* [What to produce]: Repeat the listing that follows, character for character, minus the pictures.

* [Data extract]:
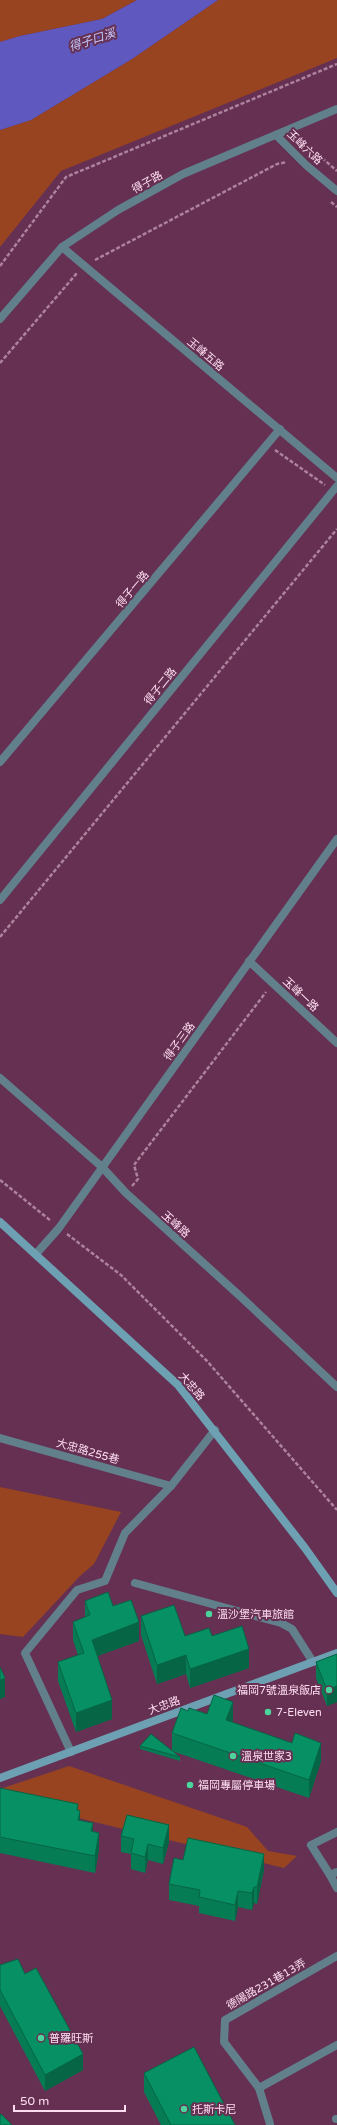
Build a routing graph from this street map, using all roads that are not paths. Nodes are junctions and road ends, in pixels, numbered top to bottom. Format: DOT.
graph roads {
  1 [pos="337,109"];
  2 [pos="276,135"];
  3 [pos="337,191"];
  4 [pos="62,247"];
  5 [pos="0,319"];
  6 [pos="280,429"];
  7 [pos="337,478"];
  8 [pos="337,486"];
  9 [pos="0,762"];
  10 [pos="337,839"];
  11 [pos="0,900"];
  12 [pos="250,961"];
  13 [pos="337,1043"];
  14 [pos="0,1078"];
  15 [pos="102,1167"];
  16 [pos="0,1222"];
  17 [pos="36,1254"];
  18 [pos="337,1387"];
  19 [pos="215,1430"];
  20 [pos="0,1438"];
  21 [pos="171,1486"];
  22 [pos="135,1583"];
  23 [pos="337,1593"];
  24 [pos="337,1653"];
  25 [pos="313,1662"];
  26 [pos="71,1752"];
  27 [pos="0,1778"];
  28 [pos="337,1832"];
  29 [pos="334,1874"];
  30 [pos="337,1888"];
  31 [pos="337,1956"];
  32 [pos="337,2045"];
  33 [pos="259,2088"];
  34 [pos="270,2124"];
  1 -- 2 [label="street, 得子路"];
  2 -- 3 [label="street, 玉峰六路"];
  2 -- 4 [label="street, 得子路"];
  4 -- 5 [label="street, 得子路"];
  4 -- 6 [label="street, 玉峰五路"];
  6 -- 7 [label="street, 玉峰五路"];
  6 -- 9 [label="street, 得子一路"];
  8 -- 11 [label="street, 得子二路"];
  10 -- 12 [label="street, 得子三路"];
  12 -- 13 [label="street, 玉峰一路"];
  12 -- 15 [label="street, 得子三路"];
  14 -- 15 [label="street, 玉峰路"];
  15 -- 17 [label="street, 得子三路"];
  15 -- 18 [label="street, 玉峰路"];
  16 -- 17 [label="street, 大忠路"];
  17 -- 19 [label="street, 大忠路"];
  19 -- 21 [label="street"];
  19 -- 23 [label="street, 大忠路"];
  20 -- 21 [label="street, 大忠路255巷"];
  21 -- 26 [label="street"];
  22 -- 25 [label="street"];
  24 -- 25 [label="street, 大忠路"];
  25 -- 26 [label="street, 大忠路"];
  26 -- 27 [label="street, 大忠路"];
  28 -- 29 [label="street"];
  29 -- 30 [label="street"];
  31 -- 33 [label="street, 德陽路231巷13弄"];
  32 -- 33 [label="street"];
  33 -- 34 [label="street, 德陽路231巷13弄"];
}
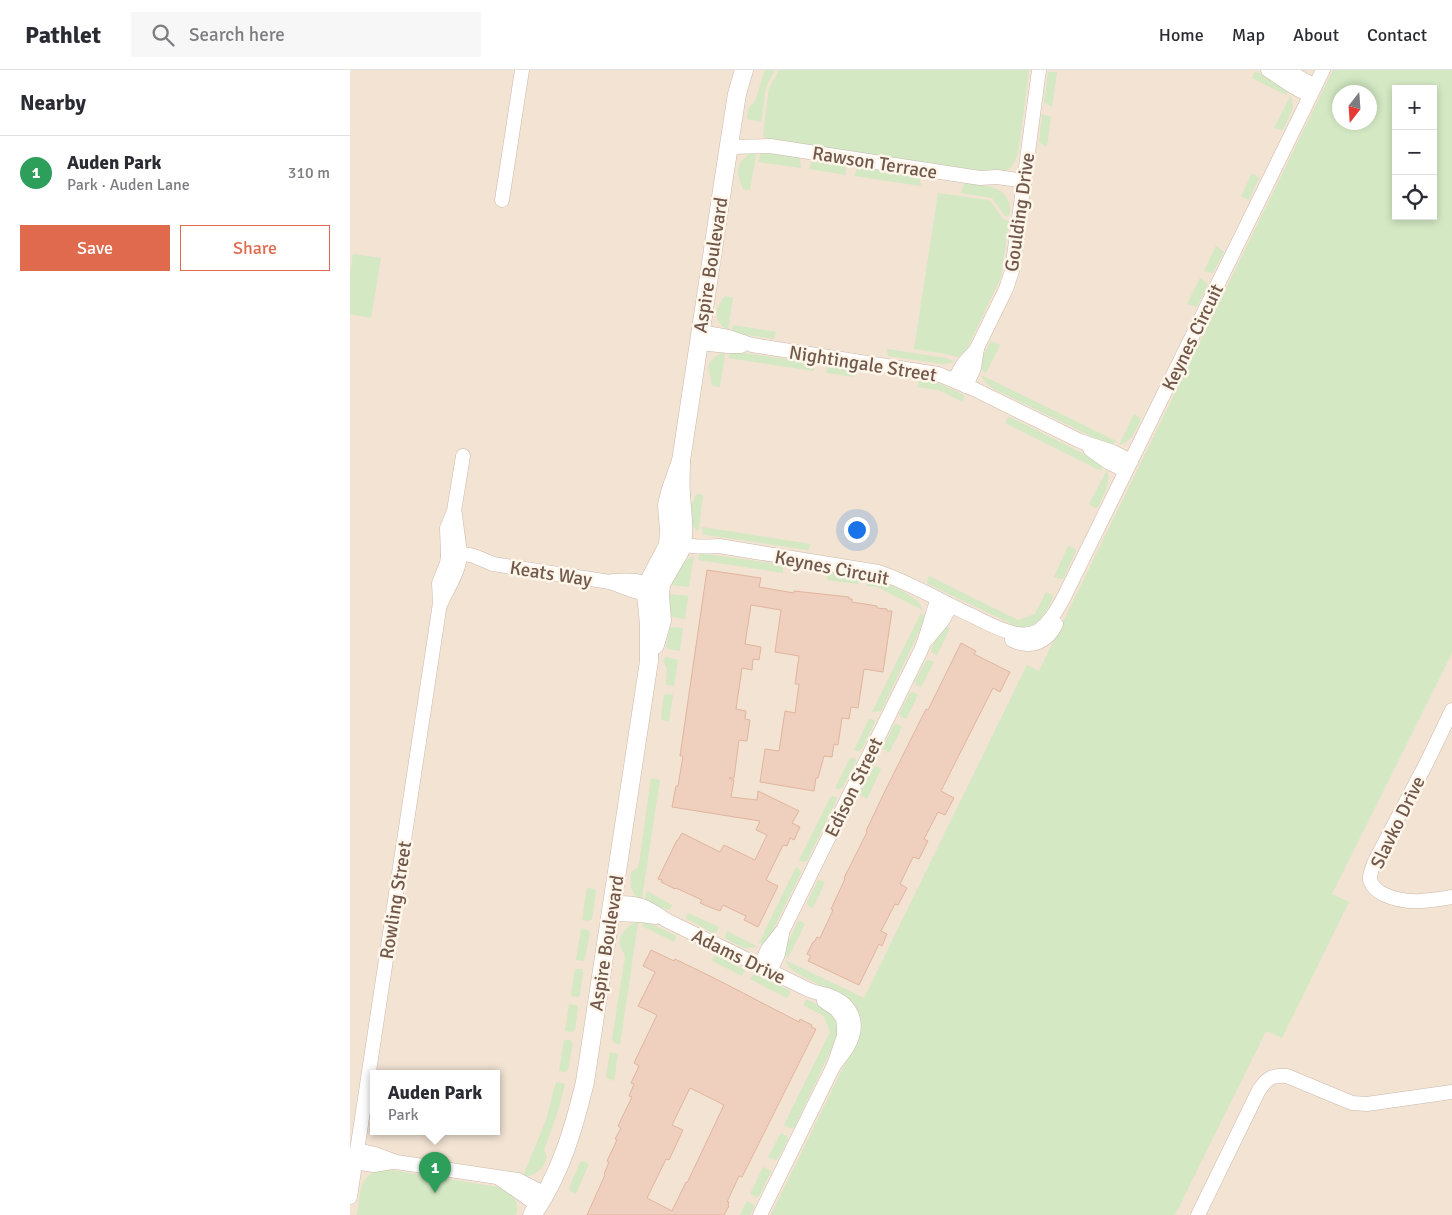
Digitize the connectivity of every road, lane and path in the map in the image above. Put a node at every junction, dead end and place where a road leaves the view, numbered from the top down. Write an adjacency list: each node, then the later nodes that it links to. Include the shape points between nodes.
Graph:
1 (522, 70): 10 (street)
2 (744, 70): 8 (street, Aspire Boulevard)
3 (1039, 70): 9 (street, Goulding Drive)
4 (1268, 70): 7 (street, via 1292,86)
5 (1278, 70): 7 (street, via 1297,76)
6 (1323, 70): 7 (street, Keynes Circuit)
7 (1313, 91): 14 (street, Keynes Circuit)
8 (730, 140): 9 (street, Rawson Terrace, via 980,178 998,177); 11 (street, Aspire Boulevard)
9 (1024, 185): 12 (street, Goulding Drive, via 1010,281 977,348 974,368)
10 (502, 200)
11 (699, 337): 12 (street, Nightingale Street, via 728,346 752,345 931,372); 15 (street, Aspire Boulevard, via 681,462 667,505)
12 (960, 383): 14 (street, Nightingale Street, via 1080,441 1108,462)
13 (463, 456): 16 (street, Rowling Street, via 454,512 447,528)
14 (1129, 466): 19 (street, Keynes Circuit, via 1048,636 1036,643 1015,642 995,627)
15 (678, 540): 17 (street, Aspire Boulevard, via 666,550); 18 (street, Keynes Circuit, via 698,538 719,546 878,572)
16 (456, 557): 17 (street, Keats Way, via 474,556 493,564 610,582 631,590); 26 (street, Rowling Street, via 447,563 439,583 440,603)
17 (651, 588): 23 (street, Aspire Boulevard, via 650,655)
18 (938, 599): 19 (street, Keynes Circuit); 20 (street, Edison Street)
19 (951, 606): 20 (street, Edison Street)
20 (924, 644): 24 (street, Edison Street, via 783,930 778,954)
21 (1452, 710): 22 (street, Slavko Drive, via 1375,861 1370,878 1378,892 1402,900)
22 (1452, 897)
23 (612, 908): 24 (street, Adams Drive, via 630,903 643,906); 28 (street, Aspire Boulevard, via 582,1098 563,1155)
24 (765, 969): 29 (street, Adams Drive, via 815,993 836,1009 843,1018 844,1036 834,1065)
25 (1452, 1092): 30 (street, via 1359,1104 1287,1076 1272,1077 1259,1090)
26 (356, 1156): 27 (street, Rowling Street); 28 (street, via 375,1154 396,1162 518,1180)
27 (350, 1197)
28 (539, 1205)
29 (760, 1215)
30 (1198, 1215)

* [Response to the exercise]:
Build a routing graph from this street map, using all roads that are not paths. Nodes are junctions and road ends, in pixels, numbered top to bottom. Format: DOT.
graph roads {
  1 [pos="337,109"];
  2 [pos="276,135"];
  3 [pos="337,191"];
  4 [pos="62,247"];
  5 [pos="0,319"];
  6 [pos="280,429"];
  7 [pos="337,478"];
  8 [pos="337,486"];
  9 [pos="0,762"];
  10 [pos="337,839"];
  11 [pos="0,900"];
  12 [pos="250,961"];
  13 [pos="337,1043"];
  14 [pos="0,1078"];
  15 [pos="102,1167"];
  16 [pos="0,1222"];
  17 [pos="36,1254"];
  18 [pos="337,1387"];
  19 [pos="215,1430"];
  20 [pos="0,1438"];
  21 [pos="171,1486"];
  22 [pos="135,1583"];
  23 [pos="337,1593"];
  24 [pos="337,1653"];
  25 [pos="313,1662"];
  26 [pos="71,1752"];
  27 [pos="0,1778"];
  28 [pos="337,1832"];
  29 [pos="334,1874"];
  30 [pos="337,1888"];
  31 [pos="337,1956"];
  32 [pos="337,2045"];
  33 [pos="259,2088"];
  34 [pos="270,2124"];
  1 -- 2 [label="street, 得子路"];
  2 -- 3 [label="street, 玉峰六路"];
  2 -- 4 [label="street, 得子路"];
  4 -- 5 [label="street, 得子路"];
  4 -- 6 [label="street, 玉峰五路"];
  6 -- 7 [label="street, 玉峰五路"];
  6 -- 9 [label="street, 得子一路"];
  8 -- 11 [label="street, 得子二路"];
  10 -- 12 [label="street, 得子三路"];
  12 -- 13 [label="street, 玉峰一路"];
  12 -- 15 [label="street, 得子三路"];
  14 -- 15 [label="street, 玉峰路"];
  15 -- 17 [label="street, 得子三路"];
  15 -- 18 [label="street, 玉峰路"];
  16 -- 17 [label="street, 大忠路"];
  17 -- 19 [label="street, 大忠路"];
  19 -- 21 [label="street"];
  19 -- 23 [label="street, 大忠路"];
  20 -- 21 [label="street, 大忠路255巷"];
  21 -- 26 [label="street"];
  22 -- 25 [label="street"];
  24 -- 25 [label="street, 大忠路"];
  25 -- 26 [label="street, 大忠路"];
  26 -- 27 [label="street, 大忠路"];
  28 -- 29 [label="street"];
  29 -- 30 [label="street"];
  31 -- 33 [label="street, 德陽路231巷13弄"];
  32 -- 33 [label="street"];
  33 -- 34 [label="street, 德陽路231巷13弄"];
}
Digitize the connectivity of every road, lane and path in the map in the image above. Put a node at every junction, dead end and place where a road leaves the view, numbered from the top down. Write an adjacency list: each node, then the later nodes that it links to. Include the shape points between nodes.
Graph:
1 (522, 70): 10 (street)
2 (744, 70): 8 (street, Aspire Boulevard)
3 (1039, 70): 9 (street, Goulding Drive)
4 (1268, 70): 7 (street, via 1292,86)
5 (1278, 70): 7 (street, via 1297,76)
6 (1323, 70): 7 (street, Keynes Circuit)
7 (1313, 91): 14 (street, Keynes Circuit)
8 (730, 140): 9 (street, Rawson Terrace, via 980,178 998,177); 11 (street, Aspire Boulevard)
9 (1024, 185): 12 (street, Goulding Drive, via 1010,281 977,348 974,368)
10 (502, 200)
11 (699, 337): 12 (street, Nightingale Street, via 728,346 752,345 931,372); 15 (street, Aspire Boulevard, via 681,462 667,505)
12 (960, 383): 14 (street, Nightingale Street, via 1080,441 1108,462)
13 (463, 456): 16 (street, Rowling Street, via 454,512 447,528)
14 (1129, 466): 19 (street, Keynes Circuit, via 1048,636 1036,643 1015,642 995,627)
15 (678, 540): 17 (street, Aspire Boulevard, via 666,550); 18 (street, Keynes Circuit, via 698,538 719,546 878,572)
16 (456, 557): 17 (street, Keats Way, via 474,556 493,564 610,582 631,590); 26 (street, Rowling Street, via 447,563 439,583 440,603)
17 (651, 588): 23 (street, Aspire Boulevard, via 650,655)
18 (938, 599): 19 (street, Keynes Circuit); 20 (street, Edison Street)
19 (951, 606): 20 (street, Edison Street)
20 (924, 644): 24 (street, Edison Street, via 783,930 778,954)
21 (1452, 710): 22 (street, Slavko Drive, via 1375,861 1370,878 1378,892 1402,900)
22 (1452, 897)
23 (612, 908): 24 (street, Adams Drive, via 630,903 643,906); 28 (street, Aspire Boulevard, via 582,1098 563,1155)
24 (765, 969): 29 (street, Adams Drive, via 815,993 836,1009 843,1018 844,1036 834,1065)
25 (1452, 1092): 30 (street, via 1359,1104 1287,1076 1272,1077 1259,1090)
26 (356, 1156): 27 (street, Rowling Street); 28 (street, via 375,1154 396,1162 518,1180)
27 (350, 1197)
28 (539, 1205)
29 (760, 1215)
30 (1198, 1215)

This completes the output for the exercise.